# Records for the task:
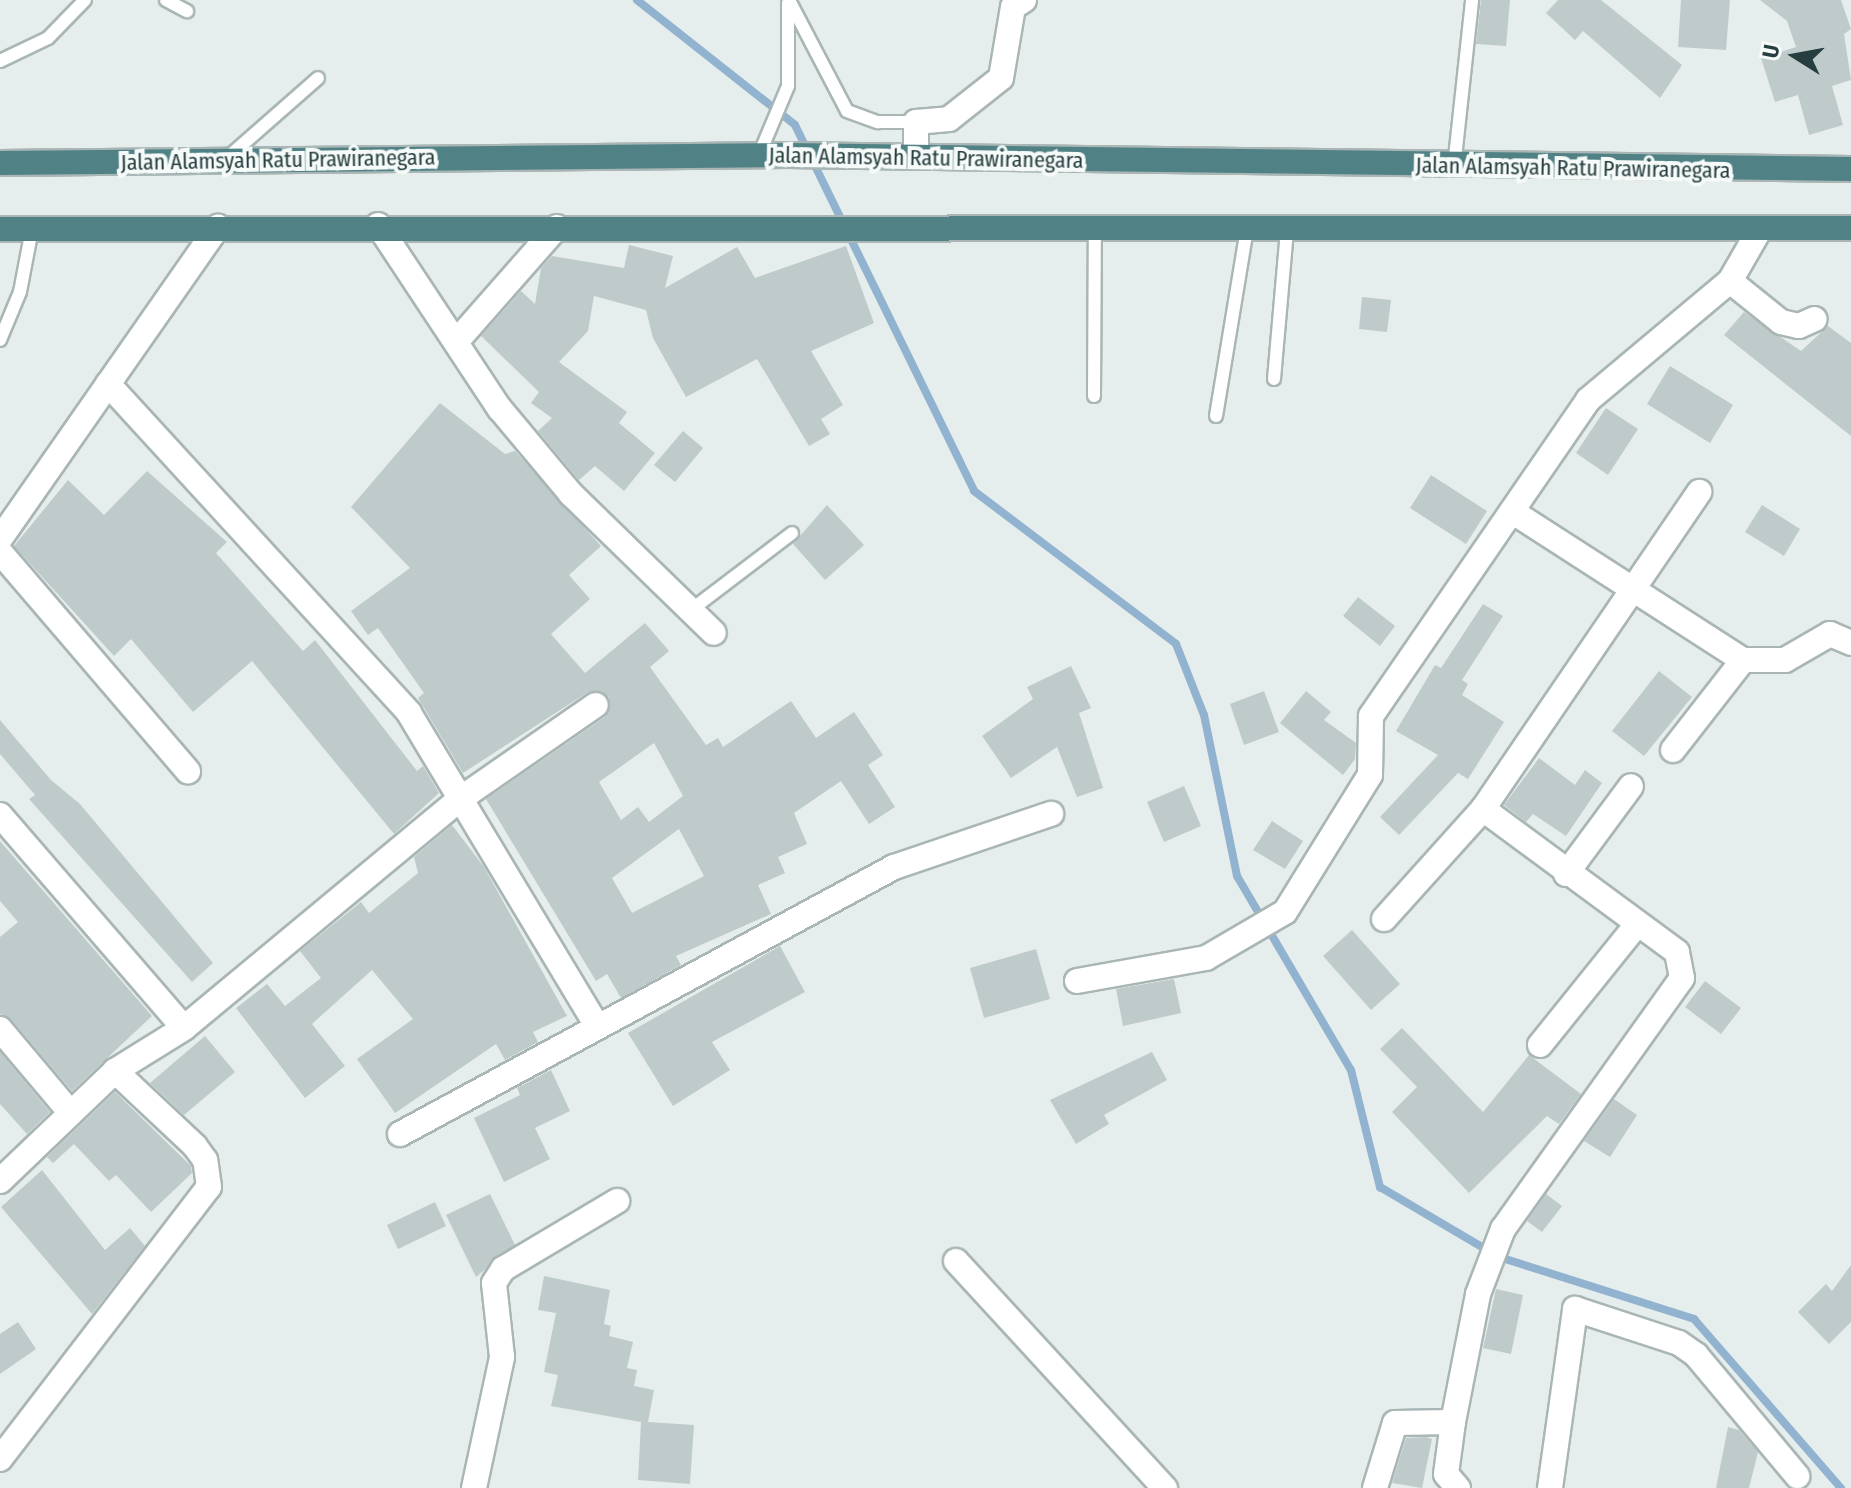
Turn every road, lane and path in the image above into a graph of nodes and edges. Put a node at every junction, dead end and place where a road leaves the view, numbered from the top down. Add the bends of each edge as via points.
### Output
1 (85, 0) edge
2 (166, 0) edge
3 (789, 0) edge
4 (1472, 0) edge
5 (1015, 2) edge
6 (187, 11) dead end
7 (0, 61) edge
8 (318, 78) dead end
9 (916, 122) junction
10 (759, 155) junction
11 (916, 157) junction
12 (224, 160) junction
13 (0, 163) edge
14 (1454, 167) junction
15 (1851, 169) edge
16 (378, 225) junction
17 (218, 226) junction
18 (557, 227) junction
19 (1851, 228) edge
20 (0, 229) edge
21 (32, 229) junction
22 (1247, 229) junction
23 (1760, 229) junction
24 (1095, 230) junction
25 (1287, 230) junction
26 (1730, 281) junction
27 (1815, 319) dead end
28 (0, 340) edge
29 (456, 342) junction
30 (1274, 379) dead end
31 (108, 384) junction
32 (1094, 396) dead end
33 (1216, 416) dead end
34 (1699, 492) dead end
35 (1513, 512) junction
36 (792, 533) dead end
37 (0, 539) edge
38 (0, 552) edge
39 (1632, 588) junction
40 (691, 610) junction
41 (714, 633) dead end
42 (1851, 643) edge
43 (1743, 660) junction
44 (596, 705) dead end
45 (1673, 750) dead end
46 (188, 771) dead end
47 (1631, 786) dead end
48 (460, 799) junction
49 (1483, 809) junction
50 (1051, 814) dead end
51 (0, 815) edge
52 (1566, 874) junction
53 (1384, 919) dead end
54 (1638, 923) junction
55 (1077, 981) dead end
56 (598, 1027) junction
57 (184, 1028) junction
58 (0, 1029) edge
59 (1540, 1045) dead end
60 (115, 1071) junction
61 (70, 1112) junction
62 (400, 1134) dead end
63 (0, 1181) edge
64 (617, 1201) dead end
65 (956, 1261) dead end
66 (1453, 1422) junction
67 (0, 1459) edge
68 (1797, 1476) dead end
69 (474, 1488) edge
70 (1165, 1488) edge
71 (1375, 1488) edge
72 (1458, 1488) edge
73 (1550, 1488) edge

1 - 7 lane via 48,38
2 - 6 lane
3 - 9 lane via 847,111 878,122
3 - 10 lane via 783,103
4 - 14 lane
5 - 9 street via 1001,78 974,106 949,119
8 - 12 lane
9 - 11 street
10 - 11 highway, Jalan Alamsyah Ratu Prawiranegara
10 - 12 highway, Jalan Alamsyah Ratu Prawiranegara
11 - 14 highway, Jalan Alamsyah Ratu Prawiranegara
12 - 13 highway, Jalan Alamsyah Ratu Prawiranegara
14 - 15 highway, Jalan Alamsyah Ratu Prawiranegara
16 - 17 highway
16 - 18 highway
16 - 29 street
17 - 21 highway
17 - 31 street
18 - 24 highway
18 - 29 street
19 - 23 highway
20 - 21 highway
21 - 28 lane via 20,292
22 - 24 highway
22 - 25 highway
22 - 33 lane
23 - 25 highway
23 - 26 street
24 - 32 lane
25 - 30 lane
26 - 27 street via 1781,322 1799,326
26 - 35 street via 1588,400
29 - 40 street via 500,409 571,494
31 - 37 street
31 - 48 street via 409,713
34 - 39 street
35 - 39 street
35 - 55 street via 1371,716 1370,775 1285,912 1206,958
36 - 40 lane
38 - 46 street
39 - 43 street
39 - 49 street
40 - 41 street
42 - 43 street via 1830,634 1785,660
43 - 45 street
44 - 48 street
47 - 52 street
48 - 56 street
48 - 57 street
49 - 52 street
49 - 53 street
50 - 56 street via 894,867
51 - 57 street
52 - 54 street
54 - 59 street
54 - 66 street via 1682,960 1679,989 1503,1229 1478,1294
56 - 62 street
57 - 60 street
58 - 61 street
60 - 61 street
60 - 67 street via 195,1146 205,1160 209,1187
61 - 63 street
64 - 69 street via 503,1269 494,1283 502,1357
65 - 70 street
66 - 71 street via 1395,1423
66 - 72 street via 1446,1474
68 - 73 street via 1696,1355 1679,1343 1575,1309

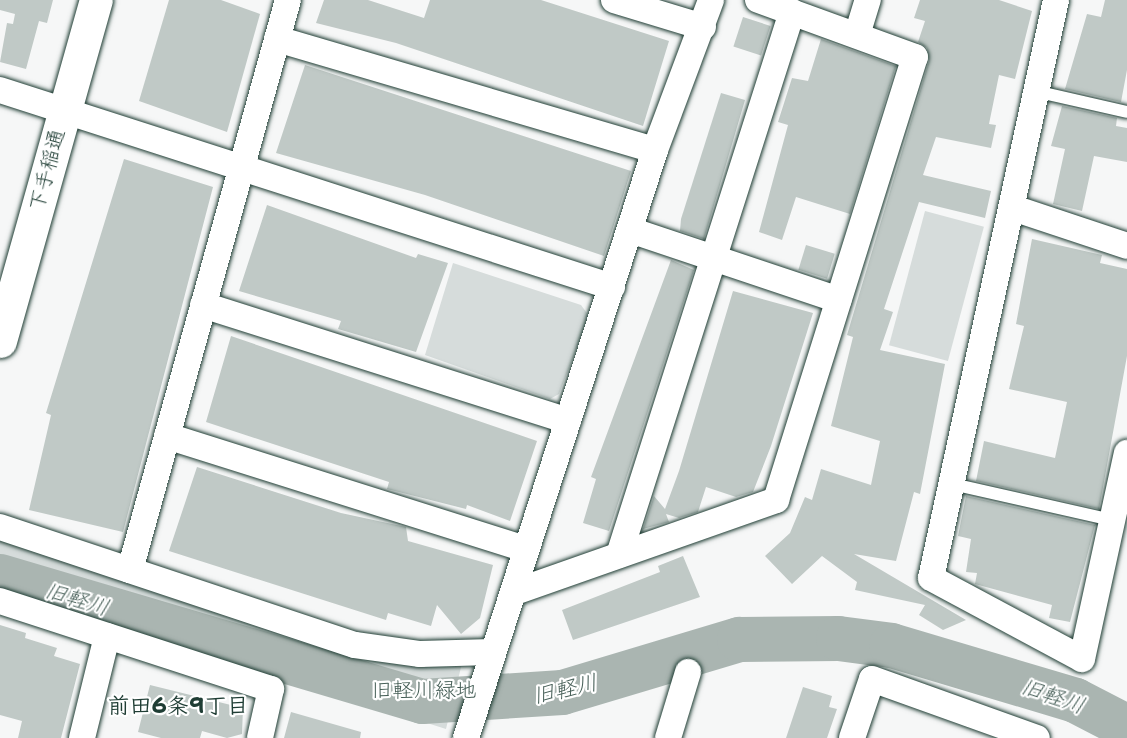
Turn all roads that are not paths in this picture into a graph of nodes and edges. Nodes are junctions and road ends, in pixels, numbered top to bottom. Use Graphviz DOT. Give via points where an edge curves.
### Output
graph roads {
  1 [pos="96,0"];
  2 [pos="288,0"];
  3 [pos="614,0"];
  4 [pos="711,0"];
  5 [pos="758,0"];
  6 [pos="868,0"];
  7 [pos="1056,0"];
  8 [pos="792,12"];
  9 [pos="703,27"];
  10 [pos="857,35"];
  11 [pos="277,39"];
  12 [pos="0,90"];
  13 [pos="1039,92"];
  14 [pos="63,111"];
  15 [pos="1127,112"];
  16 [pos="655,150"];
  17 [pos="242,165"];
  18 [pos="1013,208"];
  19 [pos="630,230"];
  20 [pos="1127,246"];
  21 [pos="714,258"];
  22 [pos="612,287"];
  23 [pos="839,300"];
  24 [pos="203,305"];
  25 [pos="0,341"];
  26 [pos="568,421"];
  27 [pos="167,436"];
  28 [pos="1127,453"];
  29 [pos="952,484"];
  30 [pos="1112,520"];
  31 [pos="0,527"];
  32 [pos="526,549"];
  33 [pos="619,555"];
  34 [pos="130,570"];
  35 [pos="515,592"];
  36 [pos="0,601"];
  37 [pos="107,636"];
  38 [pos="490,661"];
  39 [pos="688,672"];
  40 [pos="468,729"];
  41 [pos="82,738"];
  42 [pos="260,738"];
  43 [pos="668,738"];
  44 [pos="852,738"];
  45 [pos="1037,738"];
  1 -- 14 [label="main road, 下手稲通"];
  2 -- 11 [label="street"];
  3 -- 9 [label="street"];
  4 -- 9 [label="street"];
  5 -- 8 [label="street"];
  6 -- 10 [label="street"];
  7 -- 13 [label="street"];
  8 -- 10 [label="street"];
  8 -- 21 [label="street"];
  9 -- 16 [label="street"];
  10 -- 23 [label="street" via="915,57"];
  11 -- 16 [label="street"];
  11 -- 17 [label="street"];
  12 -- 14 [label="street"];
  13 -- 15 [label="lane"];
  13 -- 18 [label="street"];
  14 -- 17 [label="street"];
  14 -- 25 [label="main road, 下手稲通"];
  16 -- 19 [label="street"];
  17 -- 22 [label="street"];
  17 -- 24 [label="street"];
  18 -- 20 [label="street"];
  18 -- 29 [label="street"];
  19 -- 21 [label="street"];
  19 -- 22 [label="street"];
  21 -- 23 [label="street"];
  21 -- 33 [label="street"];
  22 -- 26 [label="street"];
  23 -- 33 [label="street" via="776,500"];
  24 -- 26 [label="street"];
  24 -- 27 [label="street"];
  26 -- 32 [label="street"];
  27 -- 32 [label="street"];
  27 -- 34 [label="street"];
  28 -- 30 [label="street"];
  29 -- 30 [label="lane"];
  29 -- 30 [label="street" via="931,578 1082,659"];
  31 -- 34 [label="street"];
  32 -- 35 [label="street"];
  33 -- 35 [label="street"];
  34 -- 38 [label="street" via="355,645"];
  35 -- 38 [label="street"];
  36 -- 37 [label="street"];
  37 -- 41 [label="street"];
  37 -- 42 [label="street" via="271,689"];
  38 -- 40 [label="street"];
  39 -- 43 [label="street"];
  44 -- 45 [label="street" via="872,679"];
}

# Task goal:
Each line in the data where the string "nodes" occurs should be identified and copied.

# Answer section:
Turn every road, lane and path in the image above into a graph of nodes and edges. Put a node at every junction, dead end and place where a road leaves the view, numbered from the top down. Add the bends of each edge as via points.
Turn all roads that are not paths in this picture into a graph of nodes and edges. Nodes are junctions and road ends, in pixels, numbered top to bottom. Use Graphviz DOT. Give via points where an edge curves.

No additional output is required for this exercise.